RÉFORME DE L’APPRENTISSAGE : LA FILIÈRE FRANÇAISE DU CUIR DEMANDE DE RÉDUIRE LE COÛT DE L’APPRENTISSAGE POUR RECRUTER PLUS D’APPRENTIS

5 juillet 2018

La Filière Française du Cuir est une filière d’excellence avec une grande capacité d’innovation. Elle exporte sa production pour une valeur de 10,6 milliards d’euros et se positionne à la 4ème place des exportations mondiales. Ce très bon score dans le commerce extérieur s’explique par des savoir-faire exceptionnels, maîtrisés et reconnus à l’international.

Mais ce dynamisme risque d’être entravé à court terme par un manque de main d’œuvre qualifiée. L’apprentissage pour les jeunes qui choisissent les métiers du cuir est donc un moyen de préserver, pérenniser et valoriser ses compétences et ses métiers, enjeu clef pour la Filière Française du Cuir. Or, bien qu’elles y soient très favorables, les entreprises françaises du cuir renoncent souvent aujourd'hui à ce type de formation, en particulier en raison de son coût élevé pour les TPE et PME.

A l’heure de la discussion au Parlement du projet de loi « Pour la liberté de choisir son avenir professionnel », le Conseil National du Cuir souhaite faire part de ses propositions concernant la réforme de l’apprentissage issues des expériences de terrain de ses entreprises.

Crédits : 
Gainerie 91

Proposition 1 : Réduire le coût de l’apprentissage pour les TPE et PME afin qu’il soit plus attractif

Le faible recours à l’apprentissage s’explique, au sein de la filière, par le niveau trop élevé des charges que représente un apprenti, par rapport à celles d’un employé expérimenté, ce qui a un effet dissuasif pour les PME et TPE de la filière.

La refonte du système des aides à l’apprentissage en une aide unique prévue par le projet de loi « pour la liberté de choisir son avenir professionnel » va dans le bon sens, mais le Conseil National du Cuir plaide pour un signal plus fort en faveur de l’apprentissage avec l’allègement du coût du contrat de travail de l’apprenti.

 

Proposition 2 : Assurer un lien fort entre l’apprenti et l’entreprise

Au-delà du coût financier, les pouvoirs publics ne doivent pas sous-estimer le préjudice que constitue pour les TPE et PME la volatilité des jeunes à l’issue de leur formation. C'est un frein supplémentaire au développement de l’apprentissage.

Le Conseil National du Cuir souhaiterait que soient discutées les modalités d’engagement de la part des deux parties pendant quelques années dans les entreprises où les apprentis sont formés.

 

Proposition 3 :  Revaloriser le statut des maîtres d’apprentissage

Le maître d’apprentissage est un guide qui aide et conseille l’apprenti au sein de l’entreprise. Il est la cheville ouvrière de son avenir professionnel.
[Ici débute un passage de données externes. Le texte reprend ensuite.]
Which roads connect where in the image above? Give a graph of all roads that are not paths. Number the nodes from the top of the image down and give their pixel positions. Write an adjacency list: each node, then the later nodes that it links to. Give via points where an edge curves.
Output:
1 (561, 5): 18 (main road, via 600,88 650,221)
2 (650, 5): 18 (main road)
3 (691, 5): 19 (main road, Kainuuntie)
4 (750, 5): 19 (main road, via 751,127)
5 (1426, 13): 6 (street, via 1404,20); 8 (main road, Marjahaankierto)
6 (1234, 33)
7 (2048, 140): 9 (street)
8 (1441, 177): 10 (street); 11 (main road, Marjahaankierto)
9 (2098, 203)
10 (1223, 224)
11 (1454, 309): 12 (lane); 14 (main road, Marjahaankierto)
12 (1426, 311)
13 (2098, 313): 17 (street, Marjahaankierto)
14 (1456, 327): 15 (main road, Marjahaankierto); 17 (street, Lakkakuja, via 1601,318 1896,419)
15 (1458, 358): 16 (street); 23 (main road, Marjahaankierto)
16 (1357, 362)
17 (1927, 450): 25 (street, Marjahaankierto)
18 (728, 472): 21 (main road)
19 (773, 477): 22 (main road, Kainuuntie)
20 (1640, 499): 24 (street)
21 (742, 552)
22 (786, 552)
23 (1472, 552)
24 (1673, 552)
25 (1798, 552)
En plus de ses fonctions habituelles, il lui consacre du temps supplémentaire mais son statut est peu valorisé.

Le Conseil National du Cuir appelle à défiscaliser les heures de formations dispensées par les maîtres d’apprentissage.

 

Proposition 4 : Permettre aux apprentis d’être le plus opérationnels et autonomes à l’issue de leur formation

Il paraît nécessaire d’adapter la réglementation des conditions de travail en fonction des besoins des entreprises. En effet, il est essentiel de former les apprentis sur l’ensemble des machines et outils qu’ils seront amenés à utiliser au cours de leur vie professionnelle.

Dans le respect des normes de sécurité, le Conseil National du Cuir demande une adaptation de la réglementation des conditions de travail en fonction des besoins des entreprises, pour permettre aux apprentis d’être le plus opérationnels et autonomes à l’issue de leur formation.

 

Frank BOEHLY, Président du Conseil National du Cuir : « Si les pouvoirs publics nous entendent sur ces différents points, nous pourrons nous engager à recruter un nombre significatif d’apprentis et leur garantir une vie professionnelle riche et passionnante. Leur avenir et celui de la filière Cuir pourront, dans ce contexte, s’envisager durablement. »

 

Crédits : 
CNC - P&M

*Photo sur demande 

Le Conseil National du Cuir

La confédération regroupe 20 fédérations ou syndicats professionnels depuis l’élevage jusqu’à la distribution des produits finis et anime l’ensemble de la filière française du cuir.

La filière française du cuir

  • 9 400 entreprises
  • 25 milliards dʼeuros de chiffre dʼaffaires
  • 130 000 personnes salariées dans les industries du cuir, de la tannerie-mégisserie, de la chaussure, de la maroquinerie, de la ganterie, de la distribution dʼarticles de cuirs.
  • Un des leaders mondiaux des cuirs de veau et peaux exotiques.